Em nota nas suas redes sociais, Caiado falou:
“A PEC da Blindagem, se for mesmo aprovada, representa o divórcio do Congresso Nacional com o povo brasileiro e terá consequências nefastas para a política nacional. Ela é um convite para o crime organizado entrar no Congresso pela porta da frente, disputando voto nas urnas, para proteger os chefes das facções do alcance da justiça. Espero que o Senado corrija o erro da Câmara e rejeite a proposta,diz Caiado”
A deputada federal goiana, Silvye Alves (União) também usou suas redes sociais para perdir desculpas aos seus eleitores por ter votado no projeto que dá imunidade total aos parlamentares e entrega o Congresso Nacional ao crime organizado.
“Eu cometi um erro gravíssimo na votação da PEC da Blindagem, que foi contra tudo aquilo que eu defendo, tudo aquilo que eu acredito. Eu cedi à pressão e não tive força naquele momento para fazer o correto”, afirmou em vídeo divulgado em suas redes sociais.

Rueda na mira da PF
O nome do presidente do União Brasil, o advogado Antônio Rueda, teria aparecido nas investigações que investigam a infiltração da facção criminosa Primeiro Comando da Capital (PCC) nos setores financeiro e de combustíveis.

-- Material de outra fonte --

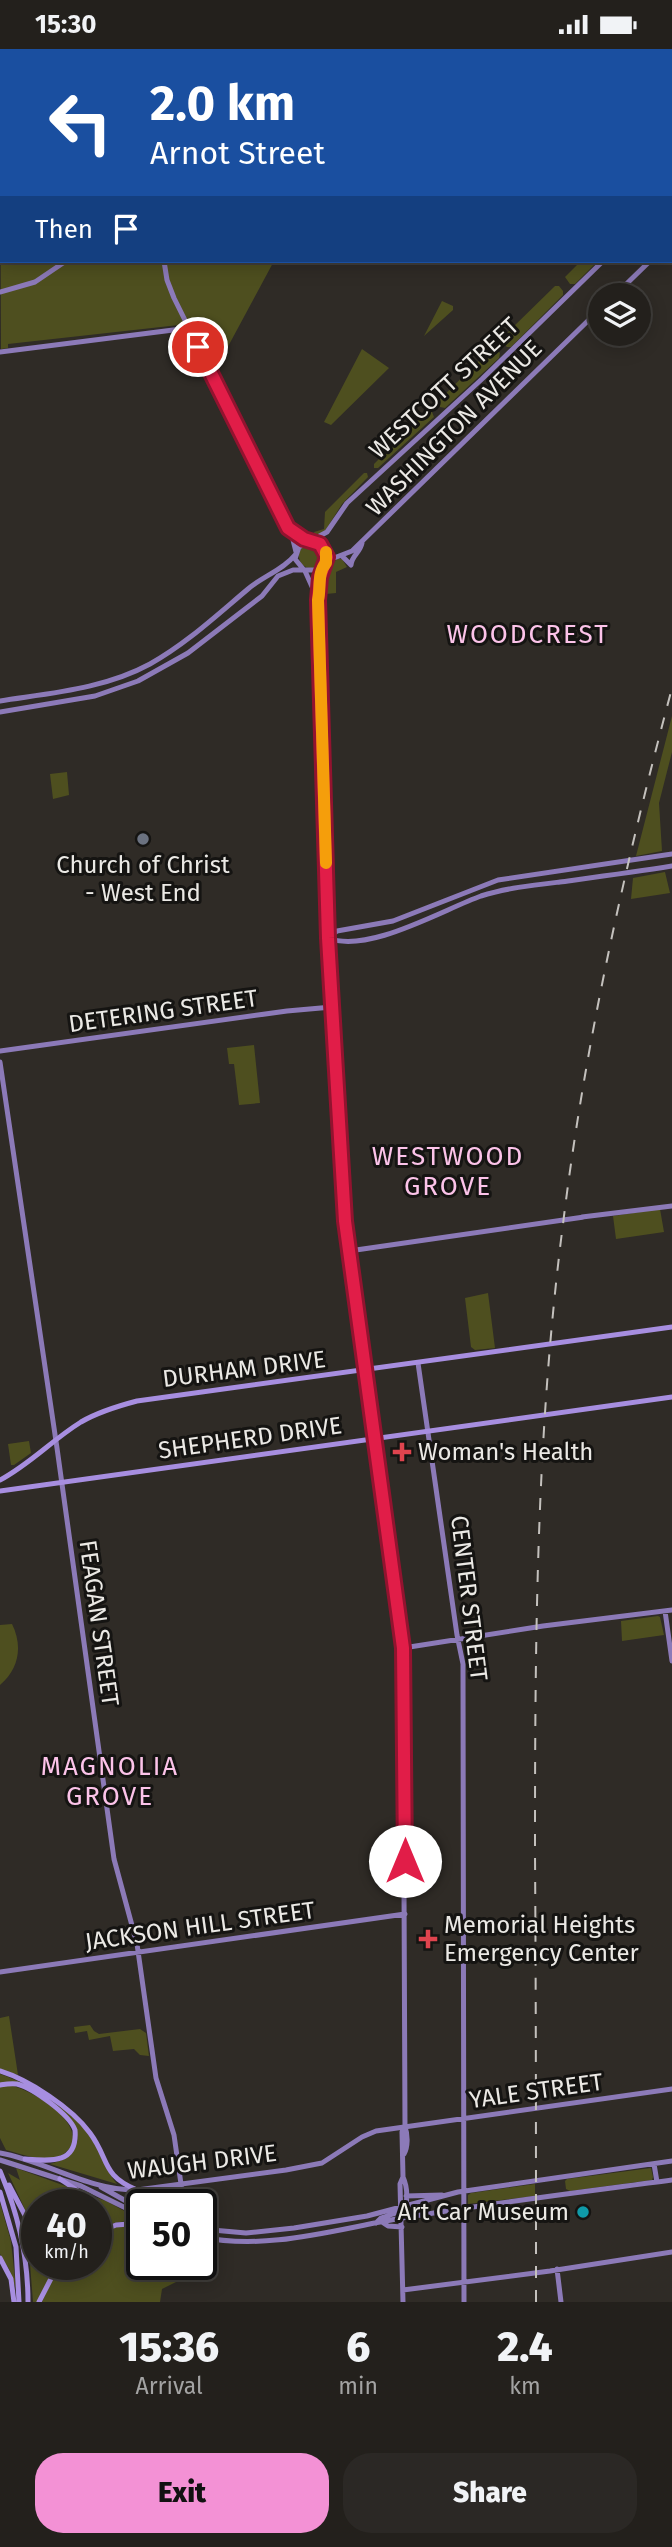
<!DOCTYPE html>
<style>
:root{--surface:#23201c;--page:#2b2825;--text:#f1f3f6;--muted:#a3a3a3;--line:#403e3b;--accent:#f391d5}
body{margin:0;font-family:"Fira Sans",sans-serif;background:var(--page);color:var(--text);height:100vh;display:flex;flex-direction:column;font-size:26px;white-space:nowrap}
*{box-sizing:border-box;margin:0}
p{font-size:23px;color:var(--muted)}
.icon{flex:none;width:38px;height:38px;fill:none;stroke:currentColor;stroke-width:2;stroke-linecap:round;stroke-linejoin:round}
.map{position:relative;height:2253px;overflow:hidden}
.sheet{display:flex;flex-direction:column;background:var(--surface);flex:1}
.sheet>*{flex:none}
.guide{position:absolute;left:0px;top:0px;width:672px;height:214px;box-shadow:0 4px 18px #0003,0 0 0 2px var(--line);background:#1a4fa0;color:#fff;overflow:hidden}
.controls{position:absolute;left:588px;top:234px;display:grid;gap:14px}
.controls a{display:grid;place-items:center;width:63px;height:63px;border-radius:50%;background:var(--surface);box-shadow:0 4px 18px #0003,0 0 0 2px var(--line);font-size:35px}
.speed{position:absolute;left:21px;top:2140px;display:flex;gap:14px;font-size:35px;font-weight:700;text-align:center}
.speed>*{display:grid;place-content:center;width:91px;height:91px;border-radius:50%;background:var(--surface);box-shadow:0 4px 18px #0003,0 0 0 2px var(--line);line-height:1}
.speed small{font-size:18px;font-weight:400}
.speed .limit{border:4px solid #111;border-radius:10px;background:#fff;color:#111}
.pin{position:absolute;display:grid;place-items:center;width:60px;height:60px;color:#fff;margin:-30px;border:4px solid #fff;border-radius:50%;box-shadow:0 2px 7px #0007}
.me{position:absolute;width:77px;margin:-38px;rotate:0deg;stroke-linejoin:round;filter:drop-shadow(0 0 5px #0008)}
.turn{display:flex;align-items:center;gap:24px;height:147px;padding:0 35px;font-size:32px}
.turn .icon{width:91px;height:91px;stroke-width:2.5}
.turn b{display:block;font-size:49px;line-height:60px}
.then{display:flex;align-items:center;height:66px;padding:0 35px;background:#0003;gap:14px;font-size:26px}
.eta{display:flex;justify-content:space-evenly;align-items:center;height:119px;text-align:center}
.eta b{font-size:42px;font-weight:800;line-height:49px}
.cta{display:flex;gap:14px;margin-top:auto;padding:14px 35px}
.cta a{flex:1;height:80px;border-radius:28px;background:var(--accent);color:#111;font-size:28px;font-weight:800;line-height:80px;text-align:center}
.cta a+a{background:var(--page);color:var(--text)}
.status{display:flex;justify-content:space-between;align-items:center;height:49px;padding:0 35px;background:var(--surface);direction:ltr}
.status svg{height:19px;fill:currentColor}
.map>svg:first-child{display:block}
.green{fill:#4e4f1f}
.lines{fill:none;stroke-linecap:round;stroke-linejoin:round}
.stream{stroke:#226266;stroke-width:2}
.secondary{stroke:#8c7ab8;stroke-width:5}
.primary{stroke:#a78ee0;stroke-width:5}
.highway{stroke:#bda6f4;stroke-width:6}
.rail{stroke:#c4c1bd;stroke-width:2;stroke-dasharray:12 12;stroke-linecap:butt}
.route-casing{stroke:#92132f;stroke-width:18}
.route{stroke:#e11d48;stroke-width:12}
.slow{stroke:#f59e0b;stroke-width:12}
.worship-dot{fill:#6b7280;stroke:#151412;stroke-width:2.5}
.health-dot{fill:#e0444e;stroke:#151412;stroke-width:2.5}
.culture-dot{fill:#0f9aa8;stroke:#151412;stroke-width:2.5}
.labels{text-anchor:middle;stroke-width:6;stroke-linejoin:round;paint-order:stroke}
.street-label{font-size:24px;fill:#ebe9e5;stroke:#151412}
.poi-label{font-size:24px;fill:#ebe9e5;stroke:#151412;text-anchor:start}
.neighbourhood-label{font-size:26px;letter-spacing:2px;fill:#fcc3e9;stroke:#151412}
</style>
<div class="status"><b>15:30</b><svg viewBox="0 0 49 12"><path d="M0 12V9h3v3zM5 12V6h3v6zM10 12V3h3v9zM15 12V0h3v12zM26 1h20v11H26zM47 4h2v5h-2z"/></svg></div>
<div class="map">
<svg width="672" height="2253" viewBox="0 0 672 2253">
<rect width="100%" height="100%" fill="#2f2b26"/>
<!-- green -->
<path class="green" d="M0,0H382L2,2V212H274L217,318L209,314L188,271L179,276L8,295V299L1,300Z
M400,0H672V136L670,2Z
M581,212H598L575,235H570L565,228Z
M555,237H559L563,242V246L511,298H507L501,292L502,289Z
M442,252L453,257V261L424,287Z
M362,300L389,319L331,376L324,373Z
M491,300H496L500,304L499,309L445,359L440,358L438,352Z
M427,362L432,363L434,368L378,419H374V415Z
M364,424H367L368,428L342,455L325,482L315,487L314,483L324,480L325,463Z
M299 507a12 12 0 1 1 24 0a12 12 0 1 1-24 0Z
M338,510H342L347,518L336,523V544L326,545L325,549C320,534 322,518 338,510Z
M672,667V703L659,754L662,802L636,807Z
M67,723L69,746L53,750L50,725Z
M665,823L670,844L631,850L633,829Z
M254,996L260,1054L239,1056L234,1015H229L227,999Z
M660,1160L664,1183L616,1190L613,1167Z
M488,1244L495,1299L475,1301L471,1298L465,1249Z
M29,1392L31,1404L14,1416H11L8,1395Z
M658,1567L660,1568L664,1586L622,1592L621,1572Z
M12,1575C23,1597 19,1620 0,1636V1576Z
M9,1967L18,2026L0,2020V1969Z
M90,1976L94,1982L99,1985L140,1980L146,1984L149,2007L140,2006L134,2000L113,2002L110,1987L89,1991L87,1982L75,1984L74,1978Z
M0,2025C33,2036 79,2065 96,2096C103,2110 107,2123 117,2135L50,2115C61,2112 71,2108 76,2097C86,2072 47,2047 27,2038C20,2034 8,2035 0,2034Z
M8,2036C29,2039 84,2071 71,2097C67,2103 61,2108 54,2109C39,2112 21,2105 6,2101L0,2089V2038Z
M16,2119L71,2139L77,2142L87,2156H37V2186L8,2124L20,2131Z
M651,2119L653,2128L652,2131L570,2142L566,2140L565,2132L567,2130Z
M535,2135V2147L468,2155V2146L471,2144Z
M178,2140L181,2156H142L126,2147Z
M86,2145L106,2152L139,2170L114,2174L96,2182V2156H92Z
M0,2154L11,2192L16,2240L9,2220L0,2205Z
M22,2166L37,2191V2216H56L37,2253H33L30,2215Z
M134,2176L135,2179L142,2178V2216H178L180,2231L162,2240L160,2253H42L56,2222L62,2216H96V2187L113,2178Z"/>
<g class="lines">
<!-- stream -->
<path class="stream" d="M280,2L282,0
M295,2L297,0
M336,2L337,0"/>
<!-- secondary -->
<path class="secondary" d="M599,0L601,2
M287,2L289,0
M670,189L672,187
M164,212L167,231L174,249L292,487L296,503
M0,243L35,233L66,212
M614,247L650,212
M0,303L189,279
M290,481L309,492
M312,491L324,499L327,507L326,514
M342,507L351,516C352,506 360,504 362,494
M323,517L318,551L328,889L345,1172L403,1599L405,2078C408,2086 408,2098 404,2105
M304,521L295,510L299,498L327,483L347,454L482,330L603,212
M305,522L318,551
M0,652C51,644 104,640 150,615C186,595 217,566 248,540C263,527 283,521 295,506
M0,663L95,647L138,632L188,604L262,547L278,527L293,521H315L334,509L352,502L600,260
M328,889L337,882L393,872L498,831L672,805
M328,889C368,905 442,861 481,847C506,839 534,836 560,833C597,828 635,823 672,817
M0,1002L287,962L332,958
M0,1013L57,1399L114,1810L137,1895L156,2029L174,2086L184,2156
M582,1168L672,1157
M349,1202L584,1168
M418,1314L457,1586L463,1615L464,2253
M665,1562L672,1612
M403,1599L543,1577L672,1561
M0,1923L405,1865
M0,2104C46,2112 89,2142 137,2141L286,2121L322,2114L362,2088L376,2082L672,2040
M0,2111L81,2137L142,2167
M654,2115L657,2133
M101,2138L142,2161
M406,2147L442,2146
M403,2169C407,2156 409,2141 403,2128
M382,2173L388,2177L402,2178
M376,2174L381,2169L402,2162
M201,2180L246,2184L294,2179L367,2167L458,2143L672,2112
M201,2188C268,2202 336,2180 402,2169C491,2154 582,2143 672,2131
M557,2220L561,2253
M403,2241L550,2222L672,2203
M403,2253L400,2135L403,2128L402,2083L405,2078"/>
<!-- primary -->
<path class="primary" d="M0,1431C30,1415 52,1391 81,1373C98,1363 118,1357 137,1352L672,1278
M0,1442L672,1348
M0,2022C29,2031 72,2059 90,2084C110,2111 101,2126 137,2141
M0,2036C6,2035 11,2034 17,2035C33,2039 70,2066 75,2081C78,2116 49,2112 25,2110
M0,2122C18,2164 28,2207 28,2253
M60,2130L81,2144L89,2156
M9,2136L37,2189
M0,2143L16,2198L19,2253
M96,2184L116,2176L142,2174
M0,2209L11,2230L14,2253
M39,2253L58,2216"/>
<!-- highway -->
<path class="highway" d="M670,143L672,140"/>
<!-- rail -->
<path class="rail" d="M536,2253C536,2103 536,1953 535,1804C535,1594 536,1384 563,1175C585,994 625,816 672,639"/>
</g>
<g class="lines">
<!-- route casing -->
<g class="route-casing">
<path id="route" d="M198,298L288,479L304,490L320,495L327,508L320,528L318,551L328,889L345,1172L403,1599L405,1812"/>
</g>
<!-- route -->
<use href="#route" class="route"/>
<!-- slow -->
<path class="slow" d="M326,503V514C317,524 321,539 318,551L326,814"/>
</g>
<!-- markers -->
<circle class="worship-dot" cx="143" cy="790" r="7"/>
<g class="health-dot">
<path d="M398.5 1392.5h7v7h7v7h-7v7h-7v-7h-7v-7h7z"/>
<path d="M424.5 1879.5h7v7h7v7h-7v7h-7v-7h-7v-7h7z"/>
</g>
<circle class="culture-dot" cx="583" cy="2163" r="7"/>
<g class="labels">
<!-- street labels -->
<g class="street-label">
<text transform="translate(444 339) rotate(-43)" y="8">WESTCOTT STREET</text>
<text transform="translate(454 379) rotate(-45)" y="8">WASHINGTON AVENUE</text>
<text transform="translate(163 962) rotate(-8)" y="8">DETERING STREET</text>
<text transform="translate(244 1320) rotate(-7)" y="8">DURHAM DRIVE</text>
<text transform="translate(250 1389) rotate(-8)" y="8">SHEPHERD DRIVE</text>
<text transform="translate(469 1549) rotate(83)" y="8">CENTER STREET</text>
<text transform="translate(99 1574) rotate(82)" y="8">FEAGAN STREET</text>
<text transform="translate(200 1877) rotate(-8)" y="8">JACKSON HILL STREET</text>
<text transform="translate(536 2042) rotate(-8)" y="8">YALE STREET</text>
<text transform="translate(202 2113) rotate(-7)" y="8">WAUGH DRIVE</text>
</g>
<!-- poi labels -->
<g class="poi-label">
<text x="143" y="824" text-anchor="middle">Church of Christ<tspan x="143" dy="28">- West End</tspan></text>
<text x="418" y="1411">Woman's Health</text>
<text x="444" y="1884">Memorial Heights<tspan x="444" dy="28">Emergency Center</tspan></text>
<text x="569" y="2171" text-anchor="end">Art Car Museum</text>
</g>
<!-- neighbourhood labels -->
<g class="neighbourhood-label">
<text x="528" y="594">WOODCREST</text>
<text x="448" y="1116">WESTWOOD<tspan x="448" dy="30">GROVE</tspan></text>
<text x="110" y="1726">MAGNOLIA<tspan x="110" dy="30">GROVE</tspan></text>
</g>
</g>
</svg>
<div class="controls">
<a><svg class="icon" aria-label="layers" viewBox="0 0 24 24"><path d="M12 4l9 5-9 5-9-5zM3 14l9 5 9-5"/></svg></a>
</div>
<div class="speed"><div>40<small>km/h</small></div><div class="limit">50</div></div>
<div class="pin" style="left:198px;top:298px;background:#d93025"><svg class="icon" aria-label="arrive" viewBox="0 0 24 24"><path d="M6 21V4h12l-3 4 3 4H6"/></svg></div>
<svg class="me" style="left:405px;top:1812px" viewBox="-20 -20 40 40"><circle r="19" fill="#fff"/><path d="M0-13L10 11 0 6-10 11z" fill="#e11d48"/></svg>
<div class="guide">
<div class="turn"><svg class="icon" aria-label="left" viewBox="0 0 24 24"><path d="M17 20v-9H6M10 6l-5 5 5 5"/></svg><div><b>2.0 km</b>Arnot Street</div></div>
<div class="then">Then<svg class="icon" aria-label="arrive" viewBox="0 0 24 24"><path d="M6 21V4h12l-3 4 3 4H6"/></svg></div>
</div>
</div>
<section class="sheet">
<div class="eta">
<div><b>15:36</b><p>Arrival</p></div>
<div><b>6</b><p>min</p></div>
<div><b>2.4</b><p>km</p></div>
</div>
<div class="cta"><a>Exit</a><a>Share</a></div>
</section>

A Polícia Federal (PF) investiga a informação de que Rueda seria dono oculto de jatos executivos, que estão formalmente em nome de terceiros e de fundos de investimento. São três investigações: Carbono Oculto, do Ministério Público de São Paulo; Tank e Quasar, tocadas pela PF. O nome de Rueda apareceu na Tank.
As aeronaves são operadas pela empresa Táxi Aéreo Piracicaba (TAP), a mesma que seria usada por dois dos principais investigados na Carbono Oculto: Roberto Augusto Leme da Silva, o “Beto Louco”, e Mohamad Hussein Mourad, o “Primo”, dono da refinaria Copape.
A Táxi Aéreo Piracicaba é uma empresa conhecida no mercado da aviação privada e já prestou serviço para vários políticos com mandato.
Uma das aeronaves, o Cessna 560XL de matrícula PRLPG, está em nome de uma empresa, a Magik Aviation, que é ligada a outra empresa, a Bariloche Participações S.A. Ambas têm o mesmo presidente.
Sediada no Itaim Bibi, em São Paulo (SP), a Bariloche pertence a dois empresários do ramo de mineração: Haroldo Augusto Filho e Valdoir Slapak.
Outro lado
Nas redes sociais, Rueda classificou a situação como uma campanha difamatória.
“Estou sendo alvo de ilações irresponsáveis e sem fundamento. Não há qualquer lastro fático. O que há, sim, é um pano de fundo político nestas leviandades, que estão sendo orquestradas, usando-se uma operação policial séria, para atacar adversários. Estou tomando as medidas cabíveis,para a proteção do meu nome e reputação do partido que presido,contra campanhas difamatórias”, declarou.